Francisco Javier Losada Montero, chief sustainability officer, Inditex , noted that the traditional textile industry was leading innovation by creating new fiber from waste. “This option for circularity is going to become a new way of doing things, it will oblige us to double think all our processes,” he said.
“Bangladesh is very well positioned to address this, with the additional value of technology, digitization and collaboration,” he pointed out, adding that the pillars of change would be a focus on fiber, reviewing processes and protecting bio diversity.
“This is a way to guarantee the growth, to reveal and transform the fashion industry—sustainability, innovation, circularity, bio-diversity and to achieve all this the need for collaboration,” he said.

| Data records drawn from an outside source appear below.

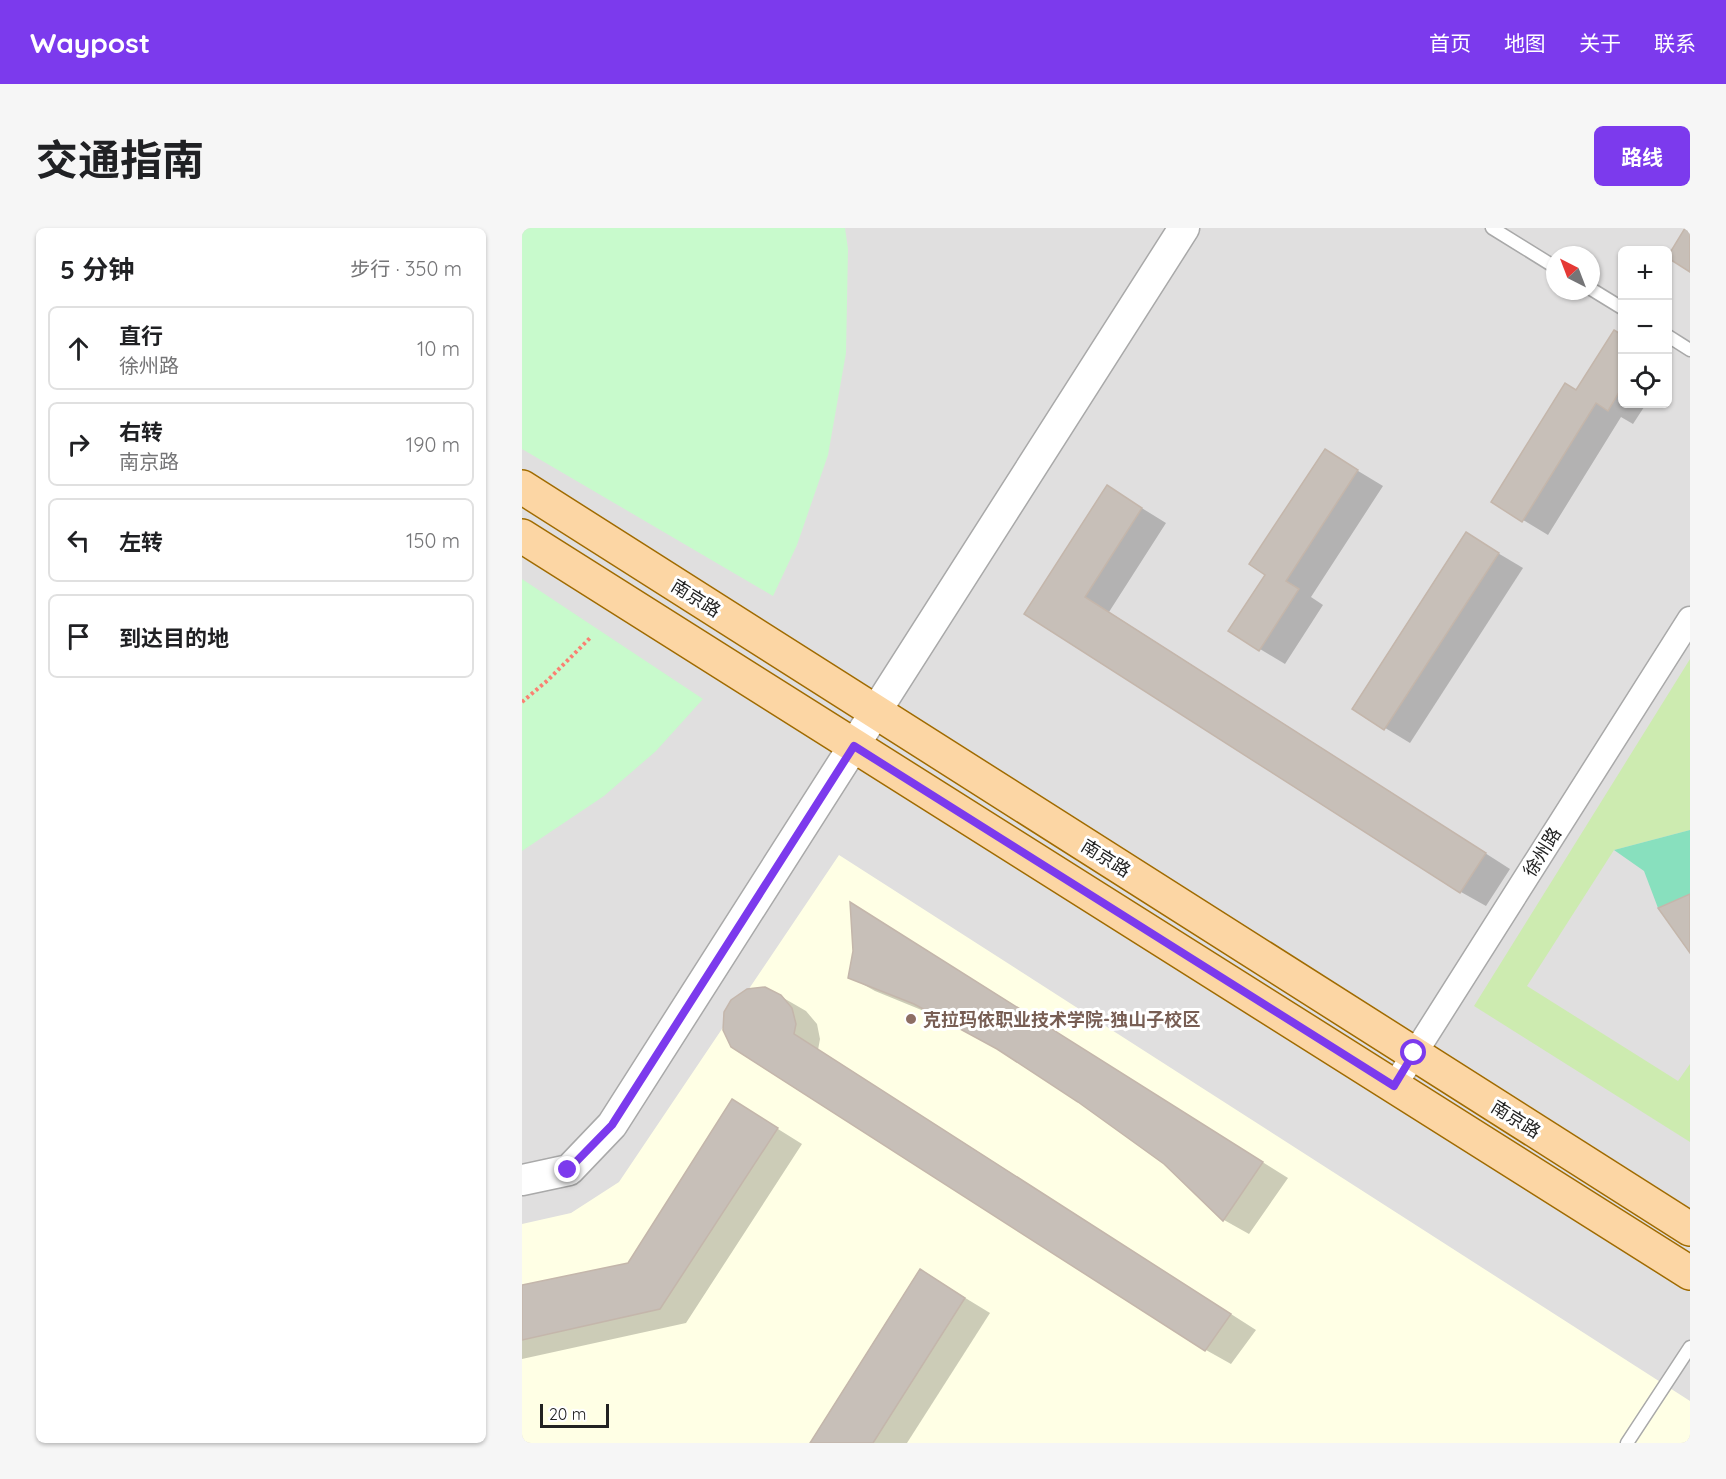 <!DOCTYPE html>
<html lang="zh">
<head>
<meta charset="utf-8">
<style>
	body { margin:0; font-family:Quicksand,"Noto Sans SC",sans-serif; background:#f6f6f6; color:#202124 }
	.controls { position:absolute; right:18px; top:18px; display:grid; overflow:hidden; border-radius:9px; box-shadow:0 2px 4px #0004 }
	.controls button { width:54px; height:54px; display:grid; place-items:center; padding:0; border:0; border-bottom:2px solid #e0e0e0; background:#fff; color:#202124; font:30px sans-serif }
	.compass { position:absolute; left:1024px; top:18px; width:54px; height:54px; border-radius:50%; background:#fff; box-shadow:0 2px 4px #0004; rotate:318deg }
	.scale { position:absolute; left:18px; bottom:15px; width:69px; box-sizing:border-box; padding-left:6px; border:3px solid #222; border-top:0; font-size:16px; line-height:21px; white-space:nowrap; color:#222; -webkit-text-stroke:4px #fff; paint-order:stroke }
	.stop { position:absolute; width:18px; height:18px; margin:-14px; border:4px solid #7c3aed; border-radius:50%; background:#fff }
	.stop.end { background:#7c3aed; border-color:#fff; box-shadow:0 2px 6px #0008 }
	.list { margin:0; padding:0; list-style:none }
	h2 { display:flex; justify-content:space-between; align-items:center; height:78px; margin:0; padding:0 24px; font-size:26px }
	h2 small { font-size:20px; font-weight:400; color:#757577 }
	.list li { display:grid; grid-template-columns:39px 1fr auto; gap:18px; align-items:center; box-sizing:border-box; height:84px; margin:0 12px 12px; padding:0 12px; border:2px solid #e0e0e0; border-radius:9px }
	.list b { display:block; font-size:22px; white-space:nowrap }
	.list p { margin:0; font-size:20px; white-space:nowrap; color:#757577 }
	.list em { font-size:20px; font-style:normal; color:#757577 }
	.icon { flex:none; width:33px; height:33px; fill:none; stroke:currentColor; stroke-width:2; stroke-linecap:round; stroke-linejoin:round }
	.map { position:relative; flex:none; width:1168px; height:1215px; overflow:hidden; border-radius:9px }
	header { display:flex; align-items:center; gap:36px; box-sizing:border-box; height:84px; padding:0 30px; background:#7c3aed; color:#fff }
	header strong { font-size:28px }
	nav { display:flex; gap:33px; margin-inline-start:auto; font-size:21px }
	.intro { display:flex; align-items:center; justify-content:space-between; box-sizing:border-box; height:144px; padding:0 36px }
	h1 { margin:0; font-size:42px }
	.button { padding:15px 27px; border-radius:9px; background:#7c3aed; color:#fff; font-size:21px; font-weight:700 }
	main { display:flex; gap:36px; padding:0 36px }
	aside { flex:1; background:#fff; border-radius:9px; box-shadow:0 2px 4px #0004 }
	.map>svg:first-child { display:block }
</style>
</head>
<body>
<header>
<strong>Waypost</strong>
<nav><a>首页</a><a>地图</a><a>关于</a><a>联系</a></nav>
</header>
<div class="intro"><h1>交通指南</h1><a class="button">路线</a></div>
<main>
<aside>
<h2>5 分钟<small>步行 · 350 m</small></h2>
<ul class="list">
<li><svg class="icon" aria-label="ahead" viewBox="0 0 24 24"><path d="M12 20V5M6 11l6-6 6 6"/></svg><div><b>直行</b><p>徐州路</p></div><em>10 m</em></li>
<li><svg class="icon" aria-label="right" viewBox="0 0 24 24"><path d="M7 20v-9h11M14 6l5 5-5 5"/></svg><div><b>右转</b><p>南京路</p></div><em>190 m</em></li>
<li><svg class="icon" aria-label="left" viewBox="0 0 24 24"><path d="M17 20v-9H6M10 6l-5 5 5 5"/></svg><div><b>左转</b></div><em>150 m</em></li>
<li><svg class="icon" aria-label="arrive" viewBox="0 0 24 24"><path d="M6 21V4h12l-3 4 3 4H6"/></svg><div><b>到达目的地</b></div></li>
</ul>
</aside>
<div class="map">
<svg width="1168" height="1215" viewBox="0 0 1168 1215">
	<rect width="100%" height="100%" fill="#f2efe9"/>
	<path fill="#e0dfdf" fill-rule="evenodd" d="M0 0H1168V1215H0ZM1100 22H1146V176H1100ZM1033 27H1069V63H1033Z"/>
	<path fill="#ffffe5" d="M317 627 1168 1173V1215H0V996L49 985 97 954Z"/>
	<path fill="#cdebb0" d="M1168 431V602L1092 622 1005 758 1156 853 1168 836V914L952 778Z"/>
	<g fill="#c8facc">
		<path d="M0 0H323L326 21 324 125 306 227 275 317 251 368 0 221Z"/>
		<path d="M0 351 181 471 134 523 82 568 0 623Z"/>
	</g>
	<path fill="#88e0be" d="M1168 602V725L1136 680 1122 643 1092 622Z"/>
	<g fill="#0003">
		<path d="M1093 104 1100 108V176H1124L1111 196 1099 189 1026 307 1001 292 1055 164Z"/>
		<path d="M803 223 861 258 789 369 801 377 763 436 738 421 745 346Z"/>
		<path d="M610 274 644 295 587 384 988 641 964 678 939 664 504 385Z"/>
		<path d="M944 306 1001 340 888 515 832 481Z"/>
		<path d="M353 691 766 950 727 1006 702 992 643 935 557 873 485 825 419 790 353 763 328 749Z"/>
		<path d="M258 768 284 783 295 796 298 811 296 822 734 1102 709 1136 684 1122 211 818Z"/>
		<path d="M235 888 280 916 164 1095 0 1131V1058L107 1036Z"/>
		<path d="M399 1043 468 1085 385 1215H289Z"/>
	</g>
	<g fill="#c7bfb8" stroke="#c4b6ab" stroke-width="1.5">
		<path d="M1163 0H1168V44L1146 30V28Z"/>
		<path d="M1092 102 1100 107V159L1086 183 1074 175 1000 294 969 274 1043 155 1054 162Z"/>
		<path d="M803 221 836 242 764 353 777 361 737 423 706 403 743 347 727 336Z"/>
		<path d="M585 257 620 280 563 369 964 625 938 665 502 386Z"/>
		<path d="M944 304 977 325 862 502 830 481Z"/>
		<path d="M1168 666V725L1136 680Z"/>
		<path d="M328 674 741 934 701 993 642 936 556 874 475 821 392 776 326 750 331 723Z"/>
		<path d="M243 759 259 767 270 780 274 796 272 806 709 1086 683 1123 209 819 201 802 202 784 209 772 225 761Z"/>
		<path d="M210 871 256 900 138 1081 0 1112V1057L106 1035Z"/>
		<path d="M398 1041 443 1070 351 1215H288Z"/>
	</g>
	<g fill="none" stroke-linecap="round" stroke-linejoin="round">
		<defs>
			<g id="service">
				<path d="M970 0 1033 39"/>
				<path d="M1069 61 1100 80"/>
				<path d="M1146 108 1168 122"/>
				<path d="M1105 1215 1168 1119"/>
			</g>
			<path id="minor" d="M872 858 1168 391"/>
			<path id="tertiary" d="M0 952 47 942 90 897 662 0"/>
			<g id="primary">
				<path d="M0 259 1168 1001"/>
				<path d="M0 308 1168 1045"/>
			</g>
		</defs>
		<use href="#service" stroke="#a9a9a9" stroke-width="15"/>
		<use href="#minor" stroke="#a9a9a9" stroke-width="27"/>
		<use href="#tertiary" stroke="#a9a9a9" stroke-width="33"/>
		<use href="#primary" stroke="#a06b00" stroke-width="36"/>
		<path stroke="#fa8072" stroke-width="4" stroke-dasharray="3 3" stroke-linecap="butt" d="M0 474 26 452 68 410"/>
		<use href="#service" stroke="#fff" stroke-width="12"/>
		<use href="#minor" stroke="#fff" stroke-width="24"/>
		<use href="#tertiary" stroke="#fff" stroke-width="30"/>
		<use href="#primary" stroke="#fcd6a4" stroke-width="33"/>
	</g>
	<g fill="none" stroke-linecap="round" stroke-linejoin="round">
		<path stroke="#7c3aed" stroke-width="8" d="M46 942 90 897 332 518 872 858 892 825"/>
	</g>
	<circle fill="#8d6e63" stroke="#fff" stroke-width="2" cx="389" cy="791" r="6"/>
	<g text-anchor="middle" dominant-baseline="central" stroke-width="6" stroke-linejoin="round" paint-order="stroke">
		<g font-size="18" fill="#222" stroke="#fff">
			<text transform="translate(174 370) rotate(32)">南京路</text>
			<text transform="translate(1020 624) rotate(-58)">徐州路</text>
			<text transform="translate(584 630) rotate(32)">南京路</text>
			<text transform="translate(994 891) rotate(32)">南京路</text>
		</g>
		<g font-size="18" font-weight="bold" fill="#785e54" stroke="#fff" text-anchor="start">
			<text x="401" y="791">克拉玛依职业技术学院-独山子校区</text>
		</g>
	</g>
</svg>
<div class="controls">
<button>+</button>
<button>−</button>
<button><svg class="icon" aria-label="locate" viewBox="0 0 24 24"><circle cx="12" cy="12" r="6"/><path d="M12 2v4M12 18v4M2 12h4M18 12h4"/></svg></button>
</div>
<svg class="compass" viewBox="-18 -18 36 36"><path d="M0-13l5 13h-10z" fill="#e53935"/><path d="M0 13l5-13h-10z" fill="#757577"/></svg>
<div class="scale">20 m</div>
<div class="stop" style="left:892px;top:825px"></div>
<div class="stop end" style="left:46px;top:942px"></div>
</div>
</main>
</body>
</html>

The notion isn’t entirely new, of course. Syed Naved Husain , group director and CEO at Beximco, which operates one of the largest integrated textile production businesses in Asia, spoke about the company’s partnership with Recover Textile Systems —a Spanish recycling technology company that specializes in turning textile waste into premium fibers—to become the world’s largest collector and recycler of textile waste and a specialized spinner of high quality recycled yarn. Recover collects and sorts textile waste from around the world to produce new fibers that contain recycled cotton, blended with other recycled materials such as polyester. The high percentage of cotton means that such yarn can be used in the production of high-end textiles.
He said there were important points to think through: How do you source wastage, what were the real policy recommendations for the government, how to overcome the challenges of the informal sector? There were ideas, too—like taking the post-consumer waste and bringing it into Bangladesh duty free to recycle. “It is an opportunity to make Bangladesh the biggest hub of recycling,” he said.
As the IAF ‘s Crietee put it, “In some ways, in Bangladesh they are more eloquent, and the voices are louder than other countries, but their concerns aren’t just those of Bangladesh, but concerns of the other manufacturing nations as well. But in Bangladesh the government is also involved, and they manage the policy, which can really help for change.”